#### [Stored data]
=-=-=
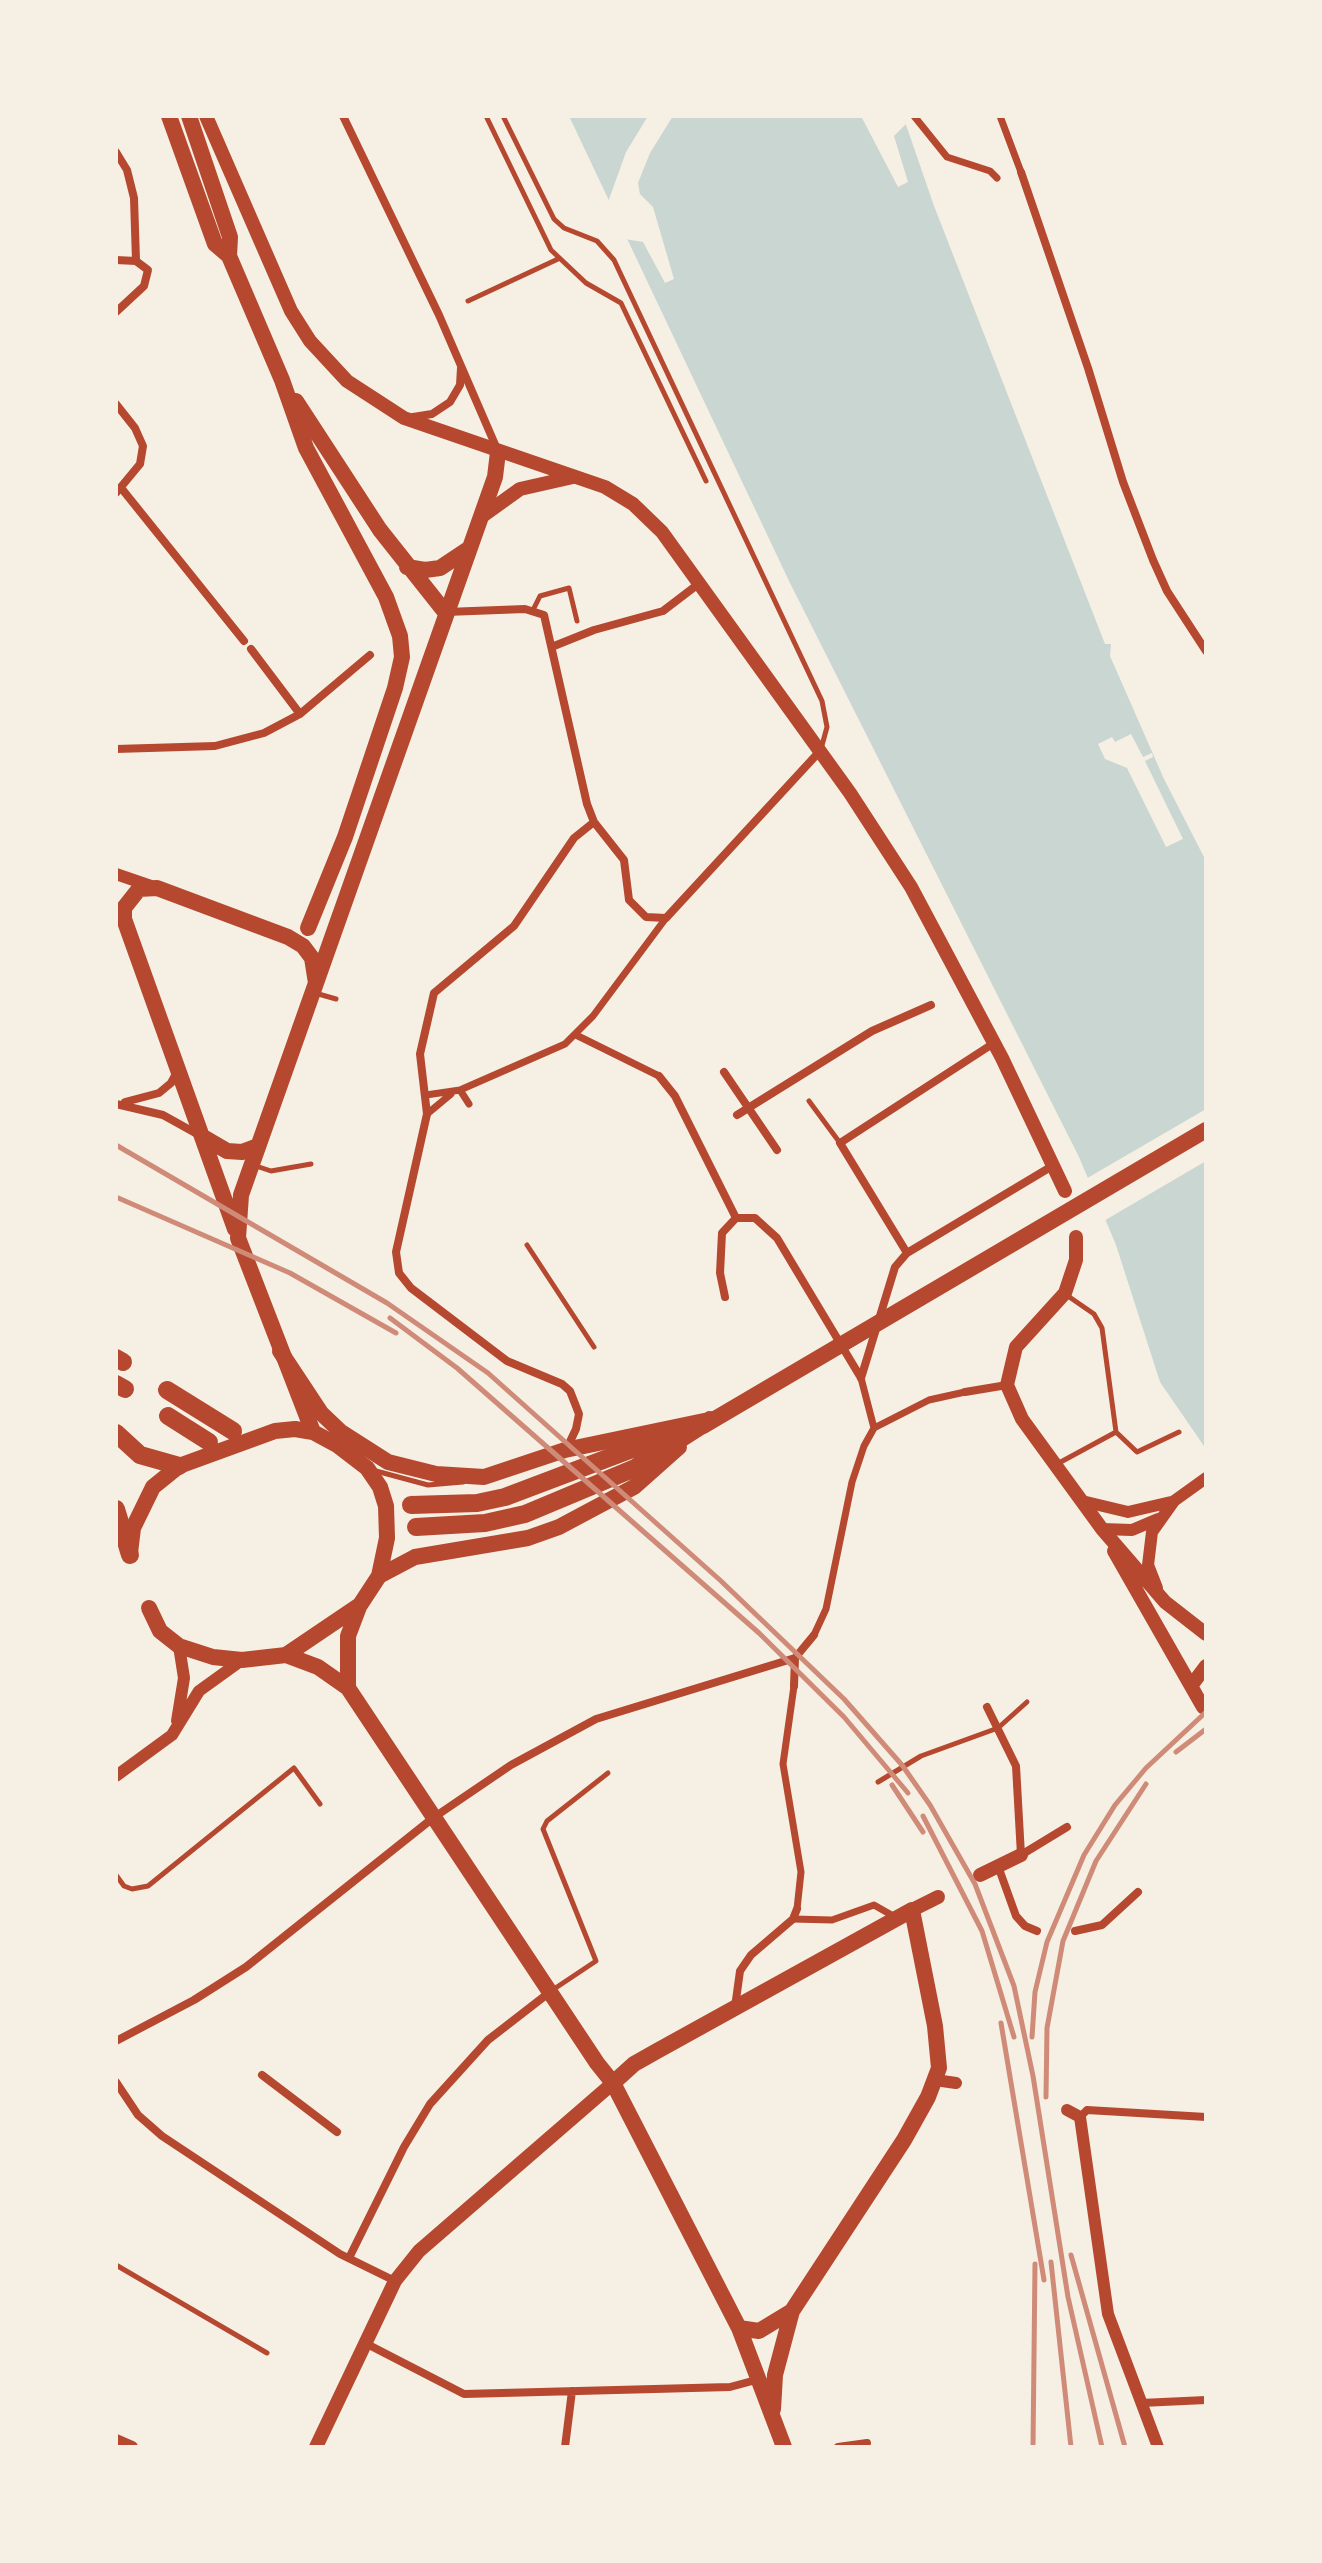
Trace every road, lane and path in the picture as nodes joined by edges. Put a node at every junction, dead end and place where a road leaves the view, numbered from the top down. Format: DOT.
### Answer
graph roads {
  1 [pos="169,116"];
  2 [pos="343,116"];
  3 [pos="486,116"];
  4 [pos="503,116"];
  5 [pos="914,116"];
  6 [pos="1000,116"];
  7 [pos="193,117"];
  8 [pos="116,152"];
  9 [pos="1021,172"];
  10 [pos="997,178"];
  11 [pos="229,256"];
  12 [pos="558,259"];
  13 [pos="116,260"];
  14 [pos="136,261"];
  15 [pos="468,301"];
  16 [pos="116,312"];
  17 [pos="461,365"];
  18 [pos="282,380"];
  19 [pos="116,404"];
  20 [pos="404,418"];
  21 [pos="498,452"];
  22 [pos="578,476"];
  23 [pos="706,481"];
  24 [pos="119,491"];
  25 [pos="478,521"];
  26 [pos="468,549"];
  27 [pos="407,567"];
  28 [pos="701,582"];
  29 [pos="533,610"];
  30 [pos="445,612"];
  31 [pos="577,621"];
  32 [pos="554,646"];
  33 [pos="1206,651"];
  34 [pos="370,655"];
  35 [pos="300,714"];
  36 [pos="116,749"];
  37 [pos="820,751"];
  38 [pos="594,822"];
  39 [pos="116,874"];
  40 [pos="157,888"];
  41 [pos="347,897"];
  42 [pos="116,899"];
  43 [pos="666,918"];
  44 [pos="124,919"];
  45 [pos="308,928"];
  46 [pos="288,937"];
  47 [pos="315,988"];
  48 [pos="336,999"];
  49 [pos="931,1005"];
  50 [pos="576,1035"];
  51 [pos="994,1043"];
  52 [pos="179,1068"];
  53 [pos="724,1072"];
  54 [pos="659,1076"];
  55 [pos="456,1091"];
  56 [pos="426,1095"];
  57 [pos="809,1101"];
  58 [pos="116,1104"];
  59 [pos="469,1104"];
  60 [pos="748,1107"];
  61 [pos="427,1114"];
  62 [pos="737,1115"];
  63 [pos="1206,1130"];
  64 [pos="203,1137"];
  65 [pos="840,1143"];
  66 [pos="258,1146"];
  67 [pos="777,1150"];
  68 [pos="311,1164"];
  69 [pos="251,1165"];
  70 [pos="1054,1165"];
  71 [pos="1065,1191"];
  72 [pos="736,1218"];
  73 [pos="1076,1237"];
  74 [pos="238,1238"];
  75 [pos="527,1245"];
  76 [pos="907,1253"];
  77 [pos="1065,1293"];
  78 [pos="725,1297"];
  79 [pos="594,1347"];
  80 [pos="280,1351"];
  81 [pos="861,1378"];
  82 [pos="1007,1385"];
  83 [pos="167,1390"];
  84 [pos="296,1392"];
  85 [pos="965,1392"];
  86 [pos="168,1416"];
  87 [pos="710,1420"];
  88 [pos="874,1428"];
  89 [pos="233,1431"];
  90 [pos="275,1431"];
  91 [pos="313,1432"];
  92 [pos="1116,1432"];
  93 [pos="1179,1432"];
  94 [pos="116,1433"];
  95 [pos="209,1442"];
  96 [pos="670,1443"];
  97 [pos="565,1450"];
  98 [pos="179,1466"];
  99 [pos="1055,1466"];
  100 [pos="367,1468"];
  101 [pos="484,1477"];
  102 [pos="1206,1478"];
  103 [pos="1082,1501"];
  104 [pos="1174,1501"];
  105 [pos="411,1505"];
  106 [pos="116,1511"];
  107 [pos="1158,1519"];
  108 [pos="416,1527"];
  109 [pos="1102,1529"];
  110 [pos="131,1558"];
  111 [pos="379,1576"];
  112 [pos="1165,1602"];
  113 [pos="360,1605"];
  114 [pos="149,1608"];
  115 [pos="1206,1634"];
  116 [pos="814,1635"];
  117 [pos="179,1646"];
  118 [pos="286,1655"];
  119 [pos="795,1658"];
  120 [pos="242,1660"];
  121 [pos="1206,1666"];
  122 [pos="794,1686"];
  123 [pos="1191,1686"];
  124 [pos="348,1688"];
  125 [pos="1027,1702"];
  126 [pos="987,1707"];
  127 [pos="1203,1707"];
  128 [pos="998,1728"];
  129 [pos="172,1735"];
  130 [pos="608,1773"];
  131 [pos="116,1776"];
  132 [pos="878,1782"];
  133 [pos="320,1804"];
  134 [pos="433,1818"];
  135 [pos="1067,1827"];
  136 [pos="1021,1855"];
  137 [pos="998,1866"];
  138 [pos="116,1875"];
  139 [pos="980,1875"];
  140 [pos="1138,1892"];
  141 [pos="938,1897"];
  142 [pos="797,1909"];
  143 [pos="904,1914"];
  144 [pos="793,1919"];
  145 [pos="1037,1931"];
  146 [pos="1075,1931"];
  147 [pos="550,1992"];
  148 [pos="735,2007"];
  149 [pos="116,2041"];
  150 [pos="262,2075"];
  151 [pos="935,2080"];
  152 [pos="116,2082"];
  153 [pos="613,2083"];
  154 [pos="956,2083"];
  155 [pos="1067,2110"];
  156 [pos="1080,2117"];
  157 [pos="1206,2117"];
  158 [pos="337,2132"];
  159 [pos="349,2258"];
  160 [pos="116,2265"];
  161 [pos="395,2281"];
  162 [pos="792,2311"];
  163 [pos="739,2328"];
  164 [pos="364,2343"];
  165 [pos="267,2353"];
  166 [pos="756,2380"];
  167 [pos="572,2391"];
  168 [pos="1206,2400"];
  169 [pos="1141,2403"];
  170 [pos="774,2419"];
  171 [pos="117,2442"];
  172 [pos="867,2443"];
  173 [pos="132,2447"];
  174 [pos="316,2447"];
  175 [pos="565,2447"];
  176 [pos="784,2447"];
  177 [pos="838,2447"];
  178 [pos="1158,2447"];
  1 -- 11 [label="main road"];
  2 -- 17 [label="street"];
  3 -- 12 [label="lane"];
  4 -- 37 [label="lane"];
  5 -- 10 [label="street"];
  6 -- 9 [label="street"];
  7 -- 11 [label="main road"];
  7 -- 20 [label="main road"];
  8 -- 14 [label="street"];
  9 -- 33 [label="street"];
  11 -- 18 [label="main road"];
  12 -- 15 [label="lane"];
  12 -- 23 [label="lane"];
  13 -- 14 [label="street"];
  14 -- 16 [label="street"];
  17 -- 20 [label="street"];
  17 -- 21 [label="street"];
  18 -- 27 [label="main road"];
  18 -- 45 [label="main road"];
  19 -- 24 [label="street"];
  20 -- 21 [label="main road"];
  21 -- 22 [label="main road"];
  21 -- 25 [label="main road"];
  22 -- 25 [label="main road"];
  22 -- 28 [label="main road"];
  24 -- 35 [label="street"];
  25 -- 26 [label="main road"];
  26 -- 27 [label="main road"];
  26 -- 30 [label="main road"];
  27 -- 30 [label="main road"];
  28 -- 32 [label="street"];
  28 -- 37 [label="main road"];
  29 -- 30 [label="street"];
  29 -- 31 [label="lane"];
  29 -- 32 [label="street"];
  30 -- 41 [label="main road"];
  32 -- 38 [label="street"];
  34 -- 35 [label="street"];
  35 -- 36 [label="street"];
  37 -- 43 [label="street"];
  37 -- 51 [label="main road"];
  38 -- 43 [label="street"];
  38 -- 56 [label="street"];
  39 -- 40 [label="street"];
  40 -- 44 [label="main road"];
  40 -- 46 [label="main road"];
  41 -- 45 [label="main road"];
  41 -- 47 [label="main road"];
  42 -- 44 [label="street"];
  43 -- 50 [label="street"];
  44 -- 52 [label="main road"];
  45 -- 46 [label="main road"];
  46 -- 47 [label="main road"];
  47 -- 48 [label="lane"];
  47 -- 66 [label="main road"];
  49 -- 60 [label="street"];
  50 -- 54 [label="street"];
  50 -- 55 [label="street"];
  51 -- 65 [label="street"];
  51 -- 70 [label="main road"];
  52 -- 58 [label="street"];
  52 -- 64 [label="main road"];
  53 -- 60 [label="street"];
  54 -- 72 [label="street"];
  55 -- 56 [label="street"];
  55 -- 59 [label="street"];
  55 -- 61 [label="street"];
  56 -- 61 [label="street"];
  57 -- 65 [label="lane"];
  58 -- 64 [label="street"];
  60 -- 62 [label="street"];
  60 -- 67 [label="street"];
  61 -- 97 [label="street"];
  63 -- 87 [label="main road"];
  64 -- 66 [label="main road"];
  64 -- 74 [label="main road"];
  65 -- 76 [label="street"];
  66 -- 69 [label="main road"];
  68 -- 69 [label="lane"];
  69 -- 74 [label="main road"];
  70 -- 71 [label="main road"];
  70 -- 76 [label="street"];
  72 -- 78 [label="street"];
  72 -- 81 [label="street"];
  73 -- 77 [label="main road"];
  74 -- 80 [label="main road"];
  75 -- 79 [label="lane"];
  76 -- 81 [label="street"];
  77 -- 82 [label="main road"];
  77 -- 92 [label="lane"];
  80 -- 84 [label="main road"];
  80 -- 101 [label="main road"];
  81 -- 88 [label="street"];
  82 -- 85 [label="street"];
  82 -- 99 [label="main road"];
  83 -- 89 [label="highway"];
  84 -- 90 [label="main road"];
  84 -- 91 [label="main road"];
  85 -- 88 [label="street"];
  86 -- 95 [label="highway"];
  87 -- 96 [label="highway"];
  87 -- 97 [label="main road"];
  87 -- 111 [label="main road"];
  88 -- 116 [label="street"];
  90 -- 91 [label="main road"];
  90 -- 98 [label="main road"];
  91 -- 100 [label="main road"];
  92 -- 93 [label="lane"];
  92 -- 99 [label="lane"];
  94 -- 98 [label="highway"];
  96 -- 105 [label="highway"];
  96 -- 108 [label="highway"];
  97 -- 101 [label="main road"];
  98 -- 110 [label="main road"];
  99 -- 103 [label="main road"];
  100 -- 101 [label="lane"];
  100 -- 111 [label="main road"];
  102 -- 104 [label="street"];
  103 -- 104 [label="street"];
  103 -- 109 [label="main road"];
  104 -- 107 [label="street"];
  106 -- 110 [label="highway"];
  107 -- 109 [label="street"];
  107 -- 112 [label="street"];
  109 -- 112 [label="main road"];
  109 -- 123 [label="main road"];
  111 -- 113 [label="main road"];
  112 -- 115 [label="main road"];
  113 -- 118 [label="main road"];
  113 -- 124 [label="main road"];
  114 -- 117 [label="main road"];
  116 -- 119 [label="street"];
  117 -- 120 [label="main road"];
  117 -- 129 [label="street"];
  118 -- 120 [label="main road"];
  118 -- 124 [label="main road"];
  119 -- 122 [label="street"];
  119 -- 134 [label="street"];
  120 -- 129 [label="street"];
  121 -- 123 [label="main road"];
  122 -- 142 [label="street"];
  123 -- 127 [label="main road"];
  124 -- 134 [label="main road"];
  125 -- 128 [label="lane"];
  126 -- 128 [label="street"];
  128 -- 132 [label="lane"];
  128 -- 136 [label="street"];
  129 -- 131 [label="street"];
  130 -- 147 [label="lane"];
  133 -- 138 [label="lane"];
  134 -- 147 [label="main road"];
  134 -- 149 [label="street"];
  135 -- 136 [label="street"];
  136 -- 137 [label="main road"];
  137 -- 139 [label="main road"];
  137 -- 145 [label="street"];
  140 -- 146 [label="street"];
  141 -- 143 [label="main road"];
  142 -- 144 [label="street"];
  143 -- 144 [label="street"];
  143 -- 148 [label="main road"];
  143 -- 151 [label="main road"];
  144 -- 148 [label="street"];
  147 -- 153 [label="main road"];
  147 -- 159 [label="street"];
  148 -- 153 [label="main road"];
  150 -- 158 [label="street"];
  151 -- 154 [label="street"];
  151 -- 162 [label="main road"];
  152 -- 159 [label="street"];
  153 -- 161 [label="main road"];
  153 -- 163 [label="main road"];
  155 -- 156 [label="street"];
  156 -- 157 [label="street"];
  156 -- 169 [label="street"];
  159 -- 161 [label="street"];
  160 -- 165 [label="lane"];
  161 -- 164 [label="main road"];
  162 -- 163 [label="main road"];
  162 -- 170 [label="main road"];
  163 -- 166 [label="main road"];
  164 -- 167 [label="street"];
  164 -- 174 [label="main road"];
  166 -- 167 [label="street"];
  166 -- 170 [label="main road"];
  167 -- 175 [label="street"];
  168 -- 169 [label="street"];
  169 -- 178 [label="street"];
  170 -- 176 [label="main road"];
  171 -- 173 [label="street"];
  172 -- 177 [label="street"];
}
=-=-=
#### [Work task]
Where does the string "highway" occur in the data above? Copy every line that holds it.

#### [Expected output]
  83 -- 89 [label="highway"];
  86 -- 95 [label="highway"];
  87 -- 96 [label="highway"];
  94 -- 98 [label="highway"];
  96 -- 105 [label="highway"];
  96 -- 108 [label="highway"];
  106 -- 110 [label="highway"];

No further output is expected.